Browser Language Detection and Redirection [en]

[fr] Une explication de la méthode que j'ai suivie pour que http://stephanie-booth.com redirige le visiteur soit vers la version anglaise du site, soit la française, en fonction des préférences linguistiques définies dans son navigateur.

Update, 29.12.2007: scroll to the bottom of this post for a more straightforward solution, using Multiviews.

I’ve been working on stephanie-booth.com today. One of my objectives is the add an English version to the previously French-only site.

I’m doing this by using two separate installations of WordPress. The content in both languages should be roughly equivalent, and I’ll write a WordPress plugin which allows to “automate” the process of linking back and forth from equivalent content in different languages.

What I did today is solve a problem I’ve been wanting to attack for some time now: use people’s browser settings to direct them to the “correct” language for the site. Here is what I learnt in the process, and how I did it. It’s certainly not the most elegant way to do things, so let me know if you have a better solution by using the comments below.

First, what I needed to know was that the browser language preferences are sent in the HTTP_ACCEPT_LANGUAGE header (HTTP header). First, I thought of capturing the information through PHP, but I discovered that Apache (logical, if you think of it) could handle it directly.

This tutorial was useful in getting me started, though I think it references an older version of Apache. Out of the horses mouth, Apache content negotiation had the final information I needed.

I’ll first explain the brief attempt I did with Multiviews (because it can come in handy) before going through the setup I currently have.

Multiviews

In this example, you request a file, e.g. test.html which doesn’t physically exist, and Apache uses either test.html.en or test.html.fr depending on your language preferences. You’ll still see test.html in your browser bar, though.

To do this, add the line:

Options +Multiviews

to your .htaccess file.

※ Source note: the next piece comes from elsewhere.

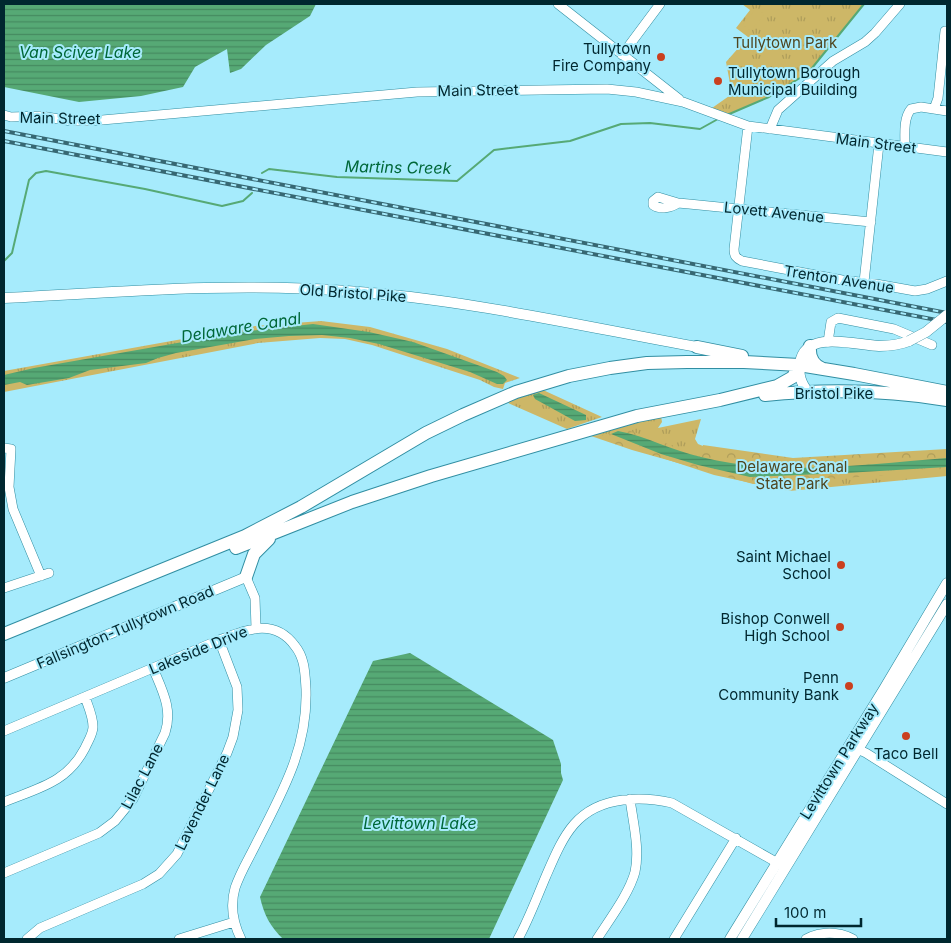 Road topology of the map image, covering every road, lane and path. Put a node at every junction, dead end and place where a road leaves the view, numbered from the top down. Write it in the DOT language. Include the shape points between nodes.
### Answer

Create the files test.html.en and test.html.fr with sample text (“English” and “French” will do if you’re just trying it out).

Then, request the file test.html in your browser. You should see the test content of the file corresponding to your language settings appear. Change your browser language prefs and reload to see what happens.

This is pretty neat, but it forces you to open a file — and I wanted / to redirect either to /en/ or to /fr/.

It’s explained pretty well in this tutorial I already linked to, and this page has some useful information too.

Type maps

I used a type map and some PHP redirection magic to achieve my aim. A type map is not limited to languages, but this is what we’re going to use it for here. It’s a text file which you can name menu.var for example. In that case, you need to add the following line to your .htaccess so that the file is dealth with as a type map:

AddHandler type-map .var

Here is the content of my type-map, which I named menu.var:

URI: en.php
Content-Type: text/html
Content-Language: en, en-us, en-gb

URI: fr.php
Content-Type: text/html
Content-Language: fr, fr-ch, fr-qc

Based on my tests, I concluded that the value for URI in the type map cannot be a directory, so I used a little workaround. This means that if you load menu.var in the browser, Apache will serve either en.php or fr.php depending on the content-language the browser accepts, and these two PHP files redirect to the correct URL of the localized sites. Here is what en.php looks like:

And fr.php, logically:

Just in case somebody came by with a browser providing neither English nor French in the HTTP_ACCEPT_LANGUAGE header, I added this line to my .htaccess to catch any 406 errors (“not acceptable”):

ErrorDocument 406 /en.php

So, if something goes wrong, we’re redirected to the English version of the site.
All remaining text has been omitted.